Fixed Atoms
Selected atoms can be frozen during MECP optimization, allowing partial geometry optimization. Fixed atoms do not contribute to the MECP gradient and their coordinates are never updated by the optimizer.
Usage
Use the fixedatoms keyword (not inside *CONSTR). Specify atom indices
using comma-separated values and ranges:
fixedatoms = 1,3-5,7 # Fix atoms 1, 3, 4, 5, and 7
Atom indices are 1-based and correspond to the order of atoms in the
*GEOM section.
Syntax
| Syntax | Meaning |
|---|---|
1 | Atom 1 only |
1,2,3 | Atoms 1, 2, and 3 |
3-7 | Atoms 3, 4, 5, 6, and 7 |
1,3-5,7 | Atoms 1, 3, 4, 5, and 7 |
Use Cases
Partial optimization — optimize only the active site of a large molecule:
fixedatoms = 10-50 # Freeze the molecular scaffold; optimize only atoms 1–9
QM/MM boundaries — freeze the MM region atoms while optimizing the QM core:
fixedatoms = 15-100
Surface calculations — fix the surface slab atoms while relaxing the adsorbate:
fixedatoms = 1-48 # 48-atom surface slab; adsorbate is atoms 49–54
Interaction with Constraints
Fixed atoms and geometric constraints (*CONSTR) can be combined in the same
calculation.
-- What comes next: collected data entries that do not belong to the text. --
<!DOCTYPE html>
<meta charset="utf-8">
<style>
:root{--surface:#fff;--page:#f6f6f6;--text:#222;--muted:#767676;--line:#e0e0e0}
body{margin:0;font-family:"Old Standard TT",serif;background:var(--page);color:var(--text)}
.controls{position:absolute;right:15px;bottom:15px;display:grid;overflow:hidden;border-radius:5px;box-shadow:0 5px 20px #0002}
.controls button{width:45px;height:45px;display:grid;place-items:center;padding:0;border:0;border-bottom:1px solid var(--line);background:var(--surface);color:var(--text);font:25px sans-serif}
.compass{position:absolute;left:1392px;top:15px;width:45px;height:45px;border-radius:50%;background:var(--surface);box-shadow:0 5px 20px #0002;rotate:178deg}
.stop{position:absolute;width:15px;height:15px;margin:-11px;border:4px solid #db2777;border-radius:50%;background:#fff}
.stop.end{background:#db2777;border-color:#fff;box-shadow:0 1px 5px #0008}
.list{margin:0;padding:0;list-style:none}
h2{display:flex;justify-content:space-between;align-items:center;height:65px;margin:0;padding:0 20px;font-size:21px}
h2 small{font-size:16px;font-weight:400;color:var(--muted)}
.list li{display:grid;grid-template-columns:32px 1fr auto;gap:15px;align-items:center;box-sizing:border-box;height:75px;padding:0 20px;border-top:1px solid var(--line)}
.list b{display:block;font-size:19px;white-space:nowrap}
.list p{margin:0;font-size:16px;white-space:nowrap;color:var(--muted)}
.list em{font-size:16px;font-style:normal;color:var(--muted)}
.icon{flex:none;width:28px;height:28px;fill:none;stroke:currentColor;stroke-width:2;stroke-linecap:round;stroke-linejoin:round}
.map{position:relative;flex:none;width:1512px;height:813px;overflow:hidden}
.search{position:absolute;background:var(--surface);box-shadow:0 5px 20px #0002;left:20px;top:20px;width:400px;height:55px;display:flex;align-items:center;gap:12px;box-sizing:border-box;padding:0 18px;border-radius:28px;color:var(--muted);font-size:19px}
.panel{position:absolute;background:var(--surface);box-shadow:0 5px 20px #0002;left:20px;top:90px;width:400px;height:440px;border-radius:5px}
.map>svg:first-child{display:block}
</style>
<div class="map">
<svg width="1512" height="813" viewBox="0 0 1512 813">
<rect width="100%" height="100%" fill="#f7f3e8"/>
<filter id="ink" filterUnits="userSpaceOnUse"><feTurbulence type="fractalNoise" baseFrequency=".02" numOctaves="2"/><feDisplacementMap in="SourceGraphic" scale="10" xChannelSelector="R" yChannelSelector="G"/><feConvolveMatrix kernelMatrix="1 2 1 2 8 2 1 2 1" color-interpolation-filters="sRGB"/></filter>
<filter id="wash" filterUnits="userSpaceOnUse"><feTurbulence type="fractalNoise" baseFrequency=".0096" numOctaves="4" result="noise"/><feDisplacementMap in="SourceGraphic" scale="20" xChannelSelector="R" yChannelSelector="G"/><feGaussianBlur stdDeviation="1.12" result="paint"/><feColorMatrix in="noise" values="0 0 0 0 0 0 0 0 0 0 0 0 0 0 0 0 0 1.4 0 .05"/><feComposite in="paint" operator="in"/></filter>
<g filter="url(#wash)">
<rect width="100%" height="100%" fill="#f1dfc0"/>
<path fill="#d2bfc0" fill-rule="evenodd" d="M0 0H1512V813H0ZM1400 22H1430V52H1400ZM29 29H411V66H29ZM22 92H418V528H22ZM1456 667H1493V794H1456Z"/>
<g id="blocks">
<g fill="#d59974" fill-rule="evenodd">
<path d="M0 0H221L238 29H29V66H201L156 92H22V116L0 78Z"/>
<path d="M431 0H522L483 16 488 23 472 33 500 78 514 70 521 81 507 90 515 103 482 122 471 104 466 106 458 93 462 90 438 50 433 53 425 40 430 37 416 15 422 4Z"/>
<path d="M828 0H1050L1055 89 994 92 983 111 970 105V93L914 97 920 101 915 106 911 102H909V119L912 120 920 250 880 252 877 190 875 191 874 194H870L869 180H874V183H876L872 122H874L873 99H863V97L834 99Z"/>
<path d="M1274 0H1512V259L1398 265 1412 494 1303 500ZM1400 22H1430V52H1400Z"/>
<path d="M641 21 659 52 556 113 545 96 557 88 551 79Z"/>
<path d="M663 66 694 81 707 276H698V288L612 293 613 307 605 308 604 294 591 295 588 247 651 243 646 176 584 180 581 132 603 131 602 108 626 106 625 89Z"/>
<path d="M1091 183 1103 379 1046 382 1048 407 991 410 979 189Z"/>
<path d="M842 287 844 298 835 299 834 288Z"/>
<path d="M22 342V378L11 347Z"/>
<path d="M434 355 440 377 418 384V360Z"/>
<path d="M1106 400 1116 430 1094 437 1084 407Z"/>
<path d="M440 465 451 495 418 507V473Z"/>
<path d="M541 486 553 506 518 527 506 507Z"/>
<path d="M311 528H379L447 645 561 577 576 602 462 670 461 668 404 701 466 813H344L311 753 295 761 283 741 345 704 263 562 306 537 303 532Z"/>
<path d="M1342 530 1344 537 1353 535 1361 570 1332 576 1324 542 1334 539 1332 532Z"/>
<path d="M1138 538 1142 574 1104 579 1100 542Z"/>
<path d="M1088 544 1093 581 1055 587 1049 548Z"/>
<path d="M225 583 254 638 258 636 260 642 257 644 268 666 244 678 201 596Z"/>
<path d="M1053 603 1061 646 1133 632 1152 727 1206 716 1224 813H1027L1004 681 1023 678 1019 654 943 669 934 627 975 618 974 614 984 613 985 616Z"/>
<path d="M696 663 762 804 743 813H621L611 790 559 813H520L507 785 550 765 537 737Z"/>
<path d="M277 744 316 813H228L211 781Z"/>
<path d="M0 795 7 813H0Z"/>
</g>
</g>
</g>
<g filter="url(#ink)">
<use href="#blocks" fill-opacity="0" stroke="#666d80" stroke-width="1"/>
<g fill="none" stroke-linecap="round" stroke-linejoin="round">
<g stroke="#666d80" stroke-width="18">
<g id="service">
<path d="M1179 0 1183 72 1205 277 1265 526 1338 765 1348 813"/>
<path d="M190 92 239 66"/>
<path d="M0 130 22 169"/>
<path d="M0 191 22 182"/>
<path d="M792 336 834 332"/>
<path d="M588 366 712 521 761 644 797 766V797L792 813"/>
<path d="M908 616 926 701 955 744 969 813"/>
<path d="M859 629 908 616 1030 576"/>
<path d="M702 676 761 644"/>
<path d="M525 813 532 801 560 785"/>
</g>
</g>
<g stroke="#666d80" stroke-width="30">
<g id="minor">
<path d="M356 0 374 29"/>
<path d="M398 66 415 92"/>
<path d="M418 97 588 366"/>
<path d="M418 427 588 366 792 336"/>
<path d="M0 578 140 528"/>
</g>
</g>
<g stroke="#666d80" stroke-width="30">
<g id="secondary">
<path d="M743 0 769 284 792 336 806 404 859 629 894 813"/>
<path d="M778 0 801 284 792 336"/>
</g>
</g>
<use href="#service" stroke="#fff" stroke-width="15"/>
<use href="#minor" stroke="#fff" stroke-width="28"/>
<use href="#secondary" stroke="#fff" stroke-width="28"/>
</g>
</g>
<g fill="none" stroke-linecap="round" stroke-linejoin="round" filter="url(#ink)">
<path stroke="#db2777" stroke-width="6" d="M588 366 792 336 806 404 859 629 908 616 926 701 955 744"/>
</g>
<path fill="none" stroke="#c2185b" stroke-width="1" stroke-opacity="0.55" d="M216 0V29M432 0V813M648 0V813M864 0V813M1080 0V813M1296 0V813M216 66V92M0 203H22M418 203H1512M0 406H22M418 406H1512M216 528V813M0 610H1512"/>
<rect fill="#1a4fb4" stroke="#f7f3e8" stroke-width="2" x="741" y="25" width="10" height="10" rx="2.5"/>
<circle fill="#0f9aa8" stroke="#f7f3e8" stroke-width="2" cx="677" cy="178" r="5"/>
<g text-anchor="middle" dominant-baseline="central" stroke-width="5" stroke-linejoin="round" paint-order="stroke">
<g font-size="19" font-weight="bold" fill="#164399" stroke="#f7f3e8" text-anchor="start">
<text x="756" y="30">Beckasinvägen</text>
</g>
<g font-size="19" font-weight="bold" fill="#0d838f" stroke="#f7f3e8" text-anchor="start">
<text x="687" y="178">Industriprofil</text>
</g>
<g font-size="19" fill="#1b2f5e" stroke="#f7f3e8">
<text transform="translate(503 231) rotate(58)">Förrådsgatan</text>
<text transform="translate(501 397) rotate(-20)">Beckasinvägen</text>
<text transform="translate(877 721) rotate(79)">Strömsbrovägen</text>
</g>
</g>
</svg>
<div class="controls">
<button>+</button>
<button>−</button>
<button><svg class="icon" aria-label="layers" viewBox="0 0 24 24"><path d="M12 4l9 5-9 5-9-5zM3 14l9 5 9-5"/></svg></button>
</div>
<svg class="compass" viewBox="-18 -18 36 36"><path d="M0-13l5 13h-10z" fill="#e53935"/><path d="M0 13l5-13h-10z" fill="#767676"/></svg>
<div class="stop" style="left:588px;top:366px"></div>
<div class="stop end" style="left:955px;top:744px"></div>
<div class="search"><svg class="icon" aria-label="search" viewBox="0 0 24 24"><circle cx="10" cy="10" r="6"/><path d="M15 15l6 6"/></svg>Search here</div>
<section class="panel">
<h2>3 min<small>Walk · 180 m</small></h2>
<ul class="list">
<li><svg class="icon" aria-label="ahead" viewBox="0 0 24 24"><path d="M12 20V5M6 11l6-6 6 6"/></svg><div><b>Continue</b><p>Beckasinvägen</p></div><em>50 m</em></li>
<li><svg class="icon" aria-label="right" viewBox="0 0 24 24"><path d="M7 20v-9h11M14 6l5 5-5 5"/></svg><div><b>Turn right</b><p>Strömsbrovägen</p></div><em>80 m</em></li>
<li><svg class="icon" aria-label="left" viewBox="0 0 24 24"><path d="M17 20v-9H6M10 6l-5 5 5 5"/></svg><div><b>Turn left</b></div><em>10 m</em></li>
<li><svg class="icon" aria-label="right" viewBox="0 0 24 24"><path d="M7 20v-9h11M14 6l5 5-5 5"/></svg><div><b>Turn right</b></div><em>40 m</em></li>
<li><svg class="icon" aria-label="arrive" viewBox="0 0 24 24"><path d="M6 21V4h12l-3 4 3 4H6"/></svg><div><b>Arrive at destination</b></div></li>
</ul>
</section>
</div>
A fixed atom's coordinate is not optimized, but it can still
appear as part of a constraint definition (e.g., as the anchor atom of a bond
constraint).
Notes
- Fixing a large fraction of atoms significantly reduces the effective degrees of freedom, which can speed up convergence.
- The DIIS history and Hessian are built only in the subspace of free atoms.
- Fixed atoms are included in the geometry written to output files for visual inspection.